### What is being asked:
Among the records that follow, how many lines contain the word "every"? Give the number and no other words.

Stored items

***

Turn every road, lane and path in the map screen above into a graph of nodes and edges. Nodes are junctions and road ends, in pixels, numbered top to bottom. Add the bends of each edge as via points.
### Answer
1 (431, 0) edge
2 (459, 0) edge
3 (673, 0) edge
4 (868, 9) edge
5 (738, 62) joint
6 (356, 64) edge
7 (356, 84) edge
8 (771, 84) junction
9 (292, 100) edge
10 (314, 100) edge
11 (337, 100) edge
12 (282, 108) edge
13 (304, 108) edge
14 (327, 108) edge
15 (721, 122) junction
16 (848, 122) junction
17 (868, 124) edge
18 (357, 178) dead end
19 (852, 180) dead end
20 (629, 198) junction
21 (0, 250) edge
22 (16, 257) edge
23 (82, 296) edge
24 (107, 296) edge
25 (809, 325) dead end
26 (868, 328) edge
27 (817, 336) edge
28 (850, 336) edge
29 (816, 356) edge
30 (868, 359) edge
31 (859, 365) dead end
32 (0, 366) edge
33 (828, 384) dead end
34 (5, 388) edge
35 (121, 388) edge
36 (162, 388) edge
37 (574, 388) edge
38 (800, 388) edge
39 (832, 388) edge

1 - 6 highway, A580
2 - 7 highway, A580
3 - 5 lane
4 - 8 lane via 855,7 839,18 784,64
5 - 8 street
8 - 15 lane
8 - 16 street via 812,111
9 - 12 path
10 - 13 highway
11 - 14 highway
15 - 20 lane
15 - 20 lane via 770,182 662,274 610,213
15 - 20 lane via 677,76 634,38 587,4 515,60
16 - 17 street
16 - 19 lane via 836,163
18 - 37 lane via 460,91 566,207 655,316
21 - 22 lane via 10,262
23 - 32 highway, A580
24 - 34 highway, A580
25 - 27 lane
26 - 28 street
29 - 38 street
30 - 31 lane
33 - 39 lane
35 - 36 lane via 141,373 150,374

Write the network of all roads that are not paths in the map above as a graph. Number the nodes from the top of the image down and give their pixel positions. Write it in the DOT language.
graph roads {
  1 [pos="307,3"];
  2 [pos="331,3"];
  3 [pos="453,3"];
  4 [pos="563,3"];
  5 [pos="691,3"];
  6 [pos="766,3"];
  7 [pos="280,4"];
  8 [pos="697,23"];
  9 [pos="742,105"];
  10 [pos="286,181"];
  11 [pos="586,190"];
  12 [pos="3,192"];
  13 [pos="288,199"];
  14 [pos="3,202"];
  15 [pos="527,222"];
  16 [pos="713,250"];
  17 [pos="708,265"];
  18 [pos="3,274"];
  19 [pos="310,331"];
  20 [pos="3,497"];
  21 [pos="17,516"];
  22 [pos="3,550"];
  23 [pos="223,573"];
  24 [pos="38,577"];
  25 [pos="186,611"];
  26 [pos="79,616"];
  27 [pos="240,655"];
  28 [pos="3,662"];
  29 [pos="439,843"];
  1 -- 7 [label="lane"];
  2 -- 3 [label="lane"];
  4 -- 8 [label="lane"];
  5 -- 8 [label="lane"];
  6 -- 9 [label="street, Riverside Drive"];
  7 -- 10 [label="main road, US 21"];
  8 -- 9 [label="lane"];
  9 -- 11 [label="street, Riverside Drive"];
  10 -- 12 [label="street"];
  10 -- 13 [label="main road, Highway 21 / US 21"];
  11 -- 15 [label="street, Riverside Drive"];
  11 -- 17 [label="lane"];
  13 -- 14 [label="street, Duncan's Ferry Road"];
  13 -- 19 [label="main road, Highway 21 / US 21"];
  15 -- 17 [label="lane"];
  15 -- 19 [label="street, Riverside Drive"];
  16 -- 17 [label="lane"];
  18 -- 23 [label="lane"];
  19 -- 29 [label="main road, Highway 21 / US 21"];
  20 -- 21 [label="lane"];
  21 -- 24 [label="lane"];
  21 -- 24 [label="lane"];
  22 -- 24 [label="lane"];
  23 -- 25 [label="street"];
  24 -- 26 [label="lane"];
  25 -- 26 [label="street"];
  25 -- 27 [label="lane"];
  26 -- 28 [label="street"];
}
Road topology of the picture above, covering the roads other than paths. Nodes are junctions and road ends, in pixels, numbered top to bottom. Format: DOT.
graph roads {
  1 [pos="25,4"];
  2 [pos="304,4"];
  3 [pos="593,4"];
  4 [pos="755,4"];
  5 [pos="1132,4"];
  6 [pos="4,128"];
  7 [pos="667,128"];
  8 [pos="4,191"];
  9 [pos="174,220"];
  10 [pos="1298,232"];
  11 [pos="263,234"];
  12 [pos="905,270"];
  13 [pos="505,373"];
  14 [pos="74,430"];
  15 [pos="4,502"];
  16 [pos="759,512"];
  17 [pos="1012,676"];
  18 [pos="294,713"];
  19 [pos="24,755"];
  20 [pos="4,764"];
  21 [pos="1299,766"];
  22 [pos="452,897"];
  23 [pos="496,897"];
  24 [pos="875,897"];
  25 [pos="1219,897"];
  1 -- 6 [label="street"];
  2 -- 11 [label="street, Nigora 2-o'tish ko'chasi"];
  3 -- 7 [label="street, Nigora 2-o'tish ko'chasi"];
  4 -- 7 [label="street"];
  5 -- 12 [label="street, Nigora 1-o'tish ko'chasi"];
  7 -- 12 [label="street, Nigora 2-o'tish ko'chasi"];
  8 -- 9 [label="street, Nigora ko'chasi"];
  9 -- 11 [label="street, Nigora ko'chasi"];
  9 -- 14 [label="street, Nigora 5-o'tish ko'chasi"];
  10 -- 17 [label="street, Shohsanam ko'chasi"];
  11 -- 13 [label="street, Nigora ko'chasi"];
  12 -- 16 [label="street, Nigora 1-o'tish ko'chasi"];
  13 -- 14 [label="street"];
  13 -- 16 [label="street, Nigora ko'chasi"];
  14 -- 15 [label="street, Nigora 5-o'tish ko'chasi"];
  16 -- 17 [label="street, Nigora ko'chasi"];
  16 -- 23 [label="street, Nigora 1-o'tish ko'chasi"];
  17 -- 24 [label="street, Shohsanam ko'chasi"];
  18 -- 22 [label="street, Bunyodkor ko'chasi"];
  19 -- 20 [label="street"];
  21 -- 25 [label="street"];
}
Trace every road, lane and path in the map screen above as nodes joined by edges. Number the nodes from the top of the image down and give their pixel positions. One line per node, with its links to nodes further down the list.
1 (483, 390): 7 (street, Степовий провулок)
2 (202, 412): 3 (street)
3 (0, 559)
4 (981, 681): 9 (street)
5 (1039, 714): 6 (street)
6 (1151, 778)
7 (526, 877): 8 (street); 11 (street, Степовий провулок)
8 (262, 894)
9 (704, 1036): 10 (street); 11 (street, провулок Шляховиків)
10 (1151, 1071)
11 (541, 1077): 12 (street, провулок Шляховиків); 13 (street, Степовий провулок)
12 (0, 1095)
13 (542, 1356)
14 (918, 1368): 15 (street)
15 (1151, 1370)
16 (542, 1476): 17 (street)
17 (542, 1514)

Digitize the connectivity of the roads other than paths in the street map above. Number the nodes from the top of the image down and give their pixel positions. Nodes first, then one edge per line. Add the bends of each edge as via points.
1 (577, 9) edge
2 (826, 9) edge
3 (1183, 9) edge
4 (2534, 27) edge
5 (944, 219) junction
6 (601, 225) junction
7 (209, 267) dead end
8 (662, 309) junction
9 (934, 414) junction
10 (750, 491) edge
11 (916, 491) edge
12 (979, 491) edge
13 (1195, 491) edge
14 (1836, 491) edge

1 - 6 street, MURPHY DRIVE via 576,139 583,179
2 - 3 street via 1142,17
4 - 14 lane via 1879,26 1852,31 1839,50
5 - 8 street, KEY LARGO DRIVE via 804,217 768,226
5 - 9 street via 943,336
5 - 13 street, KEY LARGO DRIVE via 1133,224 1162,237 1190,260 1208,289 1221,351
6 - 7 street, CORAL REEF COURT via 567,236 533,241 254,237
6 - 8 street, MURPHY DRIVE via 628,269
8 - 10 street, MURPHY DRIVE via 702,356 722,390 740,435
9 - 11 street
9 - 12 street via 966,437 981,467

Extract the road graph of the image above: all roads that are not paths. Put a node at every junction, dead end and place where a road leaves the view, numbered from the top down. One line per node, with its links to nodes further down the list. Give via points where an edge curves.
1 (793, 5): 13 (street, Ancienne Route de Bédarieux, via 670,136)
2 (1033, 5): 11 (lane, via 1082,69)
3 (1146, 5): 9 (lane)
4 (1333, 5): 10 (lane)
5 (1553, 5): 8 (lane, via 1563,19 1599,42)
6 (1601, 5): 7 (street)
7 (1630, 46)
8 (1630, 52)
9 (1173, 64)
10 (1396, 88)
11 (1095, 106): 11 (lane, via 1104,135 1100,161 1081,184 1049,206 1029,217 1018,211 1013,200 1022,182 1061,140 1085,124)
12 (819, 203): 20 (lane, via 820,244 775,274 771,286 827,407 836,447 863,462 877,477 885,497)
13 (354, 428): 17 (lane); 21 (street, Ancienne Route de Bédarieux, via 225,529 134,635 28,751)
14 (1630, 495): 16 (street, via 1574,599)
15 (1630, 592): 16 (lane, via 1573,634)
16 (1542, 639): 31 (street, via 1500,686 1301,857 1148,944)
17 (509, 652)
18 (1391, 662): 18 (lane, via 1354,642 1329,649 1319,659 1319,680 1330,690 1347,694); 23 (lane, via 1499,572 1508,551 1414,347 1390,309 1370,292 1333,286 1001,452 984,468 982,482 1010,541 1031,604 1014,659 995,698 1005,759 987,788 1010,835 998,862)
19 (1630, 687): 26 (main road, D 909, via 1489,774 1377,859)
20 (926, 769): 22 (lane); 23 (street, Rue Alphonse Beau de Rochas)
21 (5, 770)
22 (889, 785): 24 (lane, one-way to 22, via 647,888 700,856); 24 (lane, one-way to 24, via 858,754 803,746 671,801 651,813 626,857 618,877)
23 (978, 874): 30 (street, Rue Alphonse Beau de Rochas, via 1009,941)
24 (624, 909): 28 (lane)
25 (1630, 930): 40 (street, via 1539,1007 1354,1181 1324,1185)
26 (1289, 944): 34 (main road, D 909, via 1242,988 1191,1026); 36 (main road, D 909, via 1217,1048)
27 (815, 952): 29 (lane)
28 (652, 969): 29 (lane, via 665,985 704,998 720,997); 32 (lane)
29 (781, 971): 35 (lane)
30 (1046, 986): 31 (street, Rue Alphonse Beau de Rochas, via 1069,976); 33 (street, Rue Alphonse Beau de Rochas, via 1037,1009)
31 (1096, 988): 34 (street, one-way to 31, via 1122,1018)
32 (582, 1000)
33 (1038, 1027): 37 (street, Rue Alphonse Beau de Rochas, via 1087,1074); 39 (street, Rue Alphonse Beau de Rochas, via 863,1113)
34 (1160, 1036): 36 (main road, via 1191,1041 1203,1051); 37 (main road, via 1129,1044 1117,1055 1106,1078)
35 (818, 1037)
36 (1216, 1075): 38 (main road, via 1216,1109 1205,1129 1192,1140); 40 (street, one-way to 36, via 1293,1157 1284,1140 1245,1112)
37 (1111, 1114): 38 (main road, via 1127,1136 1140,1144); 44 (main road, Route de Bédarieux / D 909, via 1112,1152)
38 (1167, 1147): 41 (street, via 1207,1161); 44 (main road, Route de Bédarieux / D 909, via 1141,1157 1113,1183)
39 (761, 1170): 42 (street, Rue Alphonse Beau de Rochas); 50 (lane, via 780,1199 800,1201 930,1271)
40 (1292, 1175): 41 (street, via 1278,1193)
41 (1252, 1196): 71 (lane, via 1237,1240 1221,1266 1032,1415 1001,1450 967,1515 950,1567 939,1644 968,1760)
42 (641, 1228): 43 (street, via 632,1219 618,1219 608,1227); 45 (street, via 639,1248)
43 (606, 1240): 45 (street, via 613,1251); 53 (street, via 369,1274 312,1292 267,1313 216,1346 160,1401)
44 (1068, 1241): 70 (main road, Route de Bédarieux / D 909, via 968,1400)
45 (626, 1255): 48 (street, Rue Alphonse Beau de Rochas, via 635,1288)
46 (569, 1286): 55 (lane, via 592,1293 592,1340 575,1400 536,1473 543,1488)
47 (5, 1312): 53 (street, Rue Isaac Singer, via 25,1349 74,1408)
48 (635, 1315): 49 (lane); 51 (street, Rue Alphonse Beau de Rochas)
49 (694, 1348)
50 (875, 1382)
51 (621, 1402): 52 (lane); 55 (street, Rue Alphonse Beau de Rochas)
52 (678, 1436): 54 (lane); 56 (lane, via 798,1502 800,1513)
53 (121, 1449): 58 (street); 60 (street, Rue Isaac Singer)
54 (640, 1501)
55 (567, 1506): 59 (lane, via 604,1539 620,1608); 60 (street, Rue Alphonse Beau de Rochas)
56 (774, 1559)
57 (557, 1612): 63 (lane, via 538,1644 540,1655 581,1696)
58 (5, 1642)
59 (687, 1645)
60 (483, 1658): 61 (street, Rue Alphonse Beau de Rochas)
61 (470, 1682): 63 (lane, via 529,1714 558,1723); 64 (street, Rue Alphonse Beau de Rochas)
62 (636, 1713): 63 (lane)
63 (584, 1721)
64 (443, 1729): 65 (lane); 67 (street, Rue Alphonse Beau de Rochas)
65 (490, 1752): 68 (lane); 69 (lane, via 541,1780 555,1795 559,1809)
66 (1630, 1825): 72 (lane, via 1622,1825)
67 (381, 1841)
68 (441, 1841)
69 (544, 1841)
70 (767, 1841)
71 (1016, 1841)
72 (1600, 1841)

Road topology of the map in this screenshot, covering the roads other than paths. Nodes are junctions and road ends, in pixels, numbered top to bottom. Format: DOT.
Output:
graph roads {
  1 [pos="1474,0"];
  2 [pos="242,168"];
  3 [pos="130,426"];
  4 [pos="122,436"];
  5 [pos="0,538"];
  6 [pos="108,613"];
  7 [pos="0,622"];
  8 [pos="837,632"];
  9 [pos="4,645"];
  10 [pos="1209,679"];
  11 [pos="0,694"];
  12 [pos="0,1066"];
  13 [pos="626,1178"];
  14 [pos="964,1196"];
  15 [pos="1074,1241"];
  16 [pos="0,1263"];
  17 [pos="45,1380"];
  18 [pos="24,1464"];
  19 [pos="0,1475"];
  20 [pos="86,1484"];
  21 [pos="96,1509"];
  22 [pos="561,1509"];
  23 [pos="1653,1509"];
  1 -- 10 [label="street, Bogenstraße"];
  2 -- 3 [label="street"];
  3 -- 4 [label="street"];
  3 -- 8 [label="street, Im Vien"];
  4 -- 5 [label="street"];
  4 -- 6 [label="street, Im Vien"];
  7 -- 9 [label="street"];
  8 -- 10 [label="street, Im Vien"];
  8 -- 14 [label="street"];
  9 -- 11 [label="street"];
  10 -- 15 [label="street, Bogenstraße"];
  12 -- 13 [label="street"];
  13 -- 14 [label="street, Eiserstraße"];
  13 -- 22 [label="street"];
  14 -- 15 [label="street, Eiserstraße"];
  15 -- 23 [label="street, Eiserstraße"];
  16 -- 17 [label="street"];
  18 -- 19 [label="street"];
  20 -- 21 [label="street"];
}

***

### Answer section:
3